Exploring Probabilistic Models for Semi-supervised Learning
Jianfeng Wang
TL;DR
The thesis tackles the challenge of semi-supervised learning (SSL) under uncertainty by developing probabilistic SSL methods that provide reliable uncertainty estimates while maintaining competitive accuracy. It introduces a fully Bayesian Generative Bayesian Deep Learning (GBDL) framework for semi-supervised volumetric medical image segmentation, and two Neural Process–based SSL mechanisms: NP-Match for large-scale image classification and NP-SemiSeg for semi-supervised semantic segmentation. A key innovation is the uncertainty-guided skew-geometric Jensen-Shannon divergence $JS^{G_{oldsymbol{\alpha_u}}}$, which improves robustness to noisy pseudo-labels and enhances uncertainty calibration.
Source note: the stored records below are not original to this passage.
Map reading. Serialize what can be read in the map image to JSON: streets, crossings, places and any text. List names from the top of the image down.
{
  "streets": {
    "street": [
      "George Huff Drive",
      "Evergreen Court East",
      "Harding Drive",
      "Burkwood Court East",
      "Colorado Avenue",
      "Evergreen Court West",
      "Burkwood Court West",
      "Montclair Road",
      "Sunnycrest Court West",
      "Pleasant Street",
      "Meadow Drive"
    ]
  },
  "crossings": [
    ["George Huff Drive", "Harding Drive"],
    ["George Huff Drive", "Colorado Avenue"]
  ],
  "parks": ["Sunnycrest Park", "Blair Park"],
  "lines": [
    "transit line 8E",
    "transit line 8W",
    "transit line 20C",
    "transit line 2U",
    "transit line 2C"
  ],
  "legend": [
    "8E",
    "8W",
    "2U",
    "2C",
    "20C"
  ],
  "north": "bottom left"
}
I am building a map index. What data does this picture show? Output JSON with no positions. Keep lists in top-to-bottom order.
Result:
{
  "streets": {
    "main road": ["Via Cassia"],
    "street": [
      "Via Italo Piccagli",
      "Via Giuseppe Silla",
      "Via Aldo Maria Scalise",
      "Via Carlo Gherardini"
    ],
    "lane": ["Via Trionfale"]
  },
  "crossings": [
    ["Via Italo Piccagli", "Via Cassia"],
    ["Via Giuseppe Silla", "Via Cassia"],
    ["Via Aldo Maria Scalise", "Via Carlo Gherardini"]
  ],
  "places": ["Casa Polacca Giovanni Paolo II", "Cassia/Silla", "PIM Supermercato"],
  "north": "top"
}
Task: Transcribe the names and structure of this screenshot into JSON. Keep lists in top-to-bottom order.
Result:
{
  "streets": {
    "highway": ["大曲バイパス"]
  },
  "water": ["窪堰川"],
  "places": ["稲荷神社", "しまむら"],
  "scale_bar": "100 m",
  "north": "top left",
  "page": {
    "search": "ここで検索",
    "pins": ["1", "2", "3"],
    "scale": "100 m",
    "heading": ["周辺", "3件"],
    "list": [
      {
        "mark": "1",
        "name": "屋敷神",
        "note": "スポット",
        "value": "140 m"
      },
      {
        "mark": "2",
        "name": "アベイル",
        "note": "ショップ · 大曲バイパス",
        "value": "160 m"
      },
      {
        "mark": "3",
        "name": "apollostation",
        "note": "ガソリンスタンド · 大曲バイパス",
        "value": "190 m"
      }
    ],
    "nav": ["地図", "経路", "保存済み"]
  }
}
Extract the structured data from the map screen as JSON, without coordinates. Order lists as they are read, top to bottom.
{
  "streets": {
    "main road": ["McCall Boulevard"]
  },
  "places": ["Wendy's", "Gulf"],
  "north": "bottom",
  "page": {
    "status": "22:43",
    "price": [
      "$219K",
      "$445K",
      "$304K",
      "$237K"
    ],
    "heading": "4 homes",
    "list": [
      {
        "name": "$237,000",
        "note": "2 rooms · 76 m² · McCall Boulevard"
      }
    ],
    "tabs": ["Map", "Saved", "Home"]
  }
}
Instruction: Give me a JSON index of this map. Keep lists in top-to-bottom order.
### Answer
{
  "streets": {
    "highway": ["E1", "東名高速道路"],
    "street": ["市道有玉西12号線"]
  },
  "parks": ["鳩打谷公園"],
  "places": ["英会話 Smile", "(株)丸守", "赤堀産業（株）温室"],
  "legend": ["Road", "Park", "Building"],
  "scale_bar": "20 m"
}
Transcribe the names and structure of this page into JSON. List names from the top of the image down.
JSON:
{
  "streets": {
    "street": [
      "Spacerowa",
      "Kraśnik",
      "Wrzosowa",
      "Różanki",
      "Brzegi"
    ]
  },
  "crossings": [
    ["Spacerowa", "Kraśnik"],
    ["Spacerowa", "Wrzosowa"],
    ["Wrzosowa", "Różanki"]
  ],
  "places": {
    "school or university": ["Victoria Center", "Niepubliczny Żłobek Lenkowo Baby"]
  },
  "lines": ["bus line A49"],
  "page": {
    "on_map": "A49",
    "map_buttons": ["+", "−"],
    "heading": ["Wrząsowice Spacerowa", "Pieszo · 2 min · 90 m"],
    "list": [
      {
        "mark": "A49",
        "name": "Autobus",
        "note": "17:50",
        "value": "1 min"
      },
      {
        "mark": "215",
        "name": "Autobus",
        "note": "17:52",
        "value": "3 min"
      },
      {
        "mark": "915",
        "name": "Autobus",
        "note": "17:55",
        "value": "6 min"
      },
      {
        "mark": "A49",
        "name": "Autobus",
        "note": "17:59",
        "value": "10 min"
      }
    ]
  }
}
Together, these methods yield faster and more reliable uncertainty quantification, enabling safer deployment in safety-critical domains such as healthcare and autonomous systems, and demonstrate strong empirical performance on standard SSL benchmarks and medical imaging datasets. The work lays a foundation for broader adoption of probabilistic approaches in SSL and points to future avenues in open-set SSL, translation-equivariant neural processes, and scalable Bayesian SSL architectures.
Abstract
This thesis studies advanced probabilistic models, including both their theoretical foundations and practical applications, for different semi-supervised learning (SSL) tasks. The proposed probabilistic methods are able to improve the safety of AI systems in real applications by providing reliable uncertainty estimates quickly, and at the same time, achieve competitive performance compared to their deterministic counterparts. The experimental results indicate that the methods proposed in the thesis have great value in safety-critical areas, such as the autonomous driving or medical imaging analysis domain, and pave the way for the future discovery of highly effective and efficient probabilistic approaches in the SSL sector.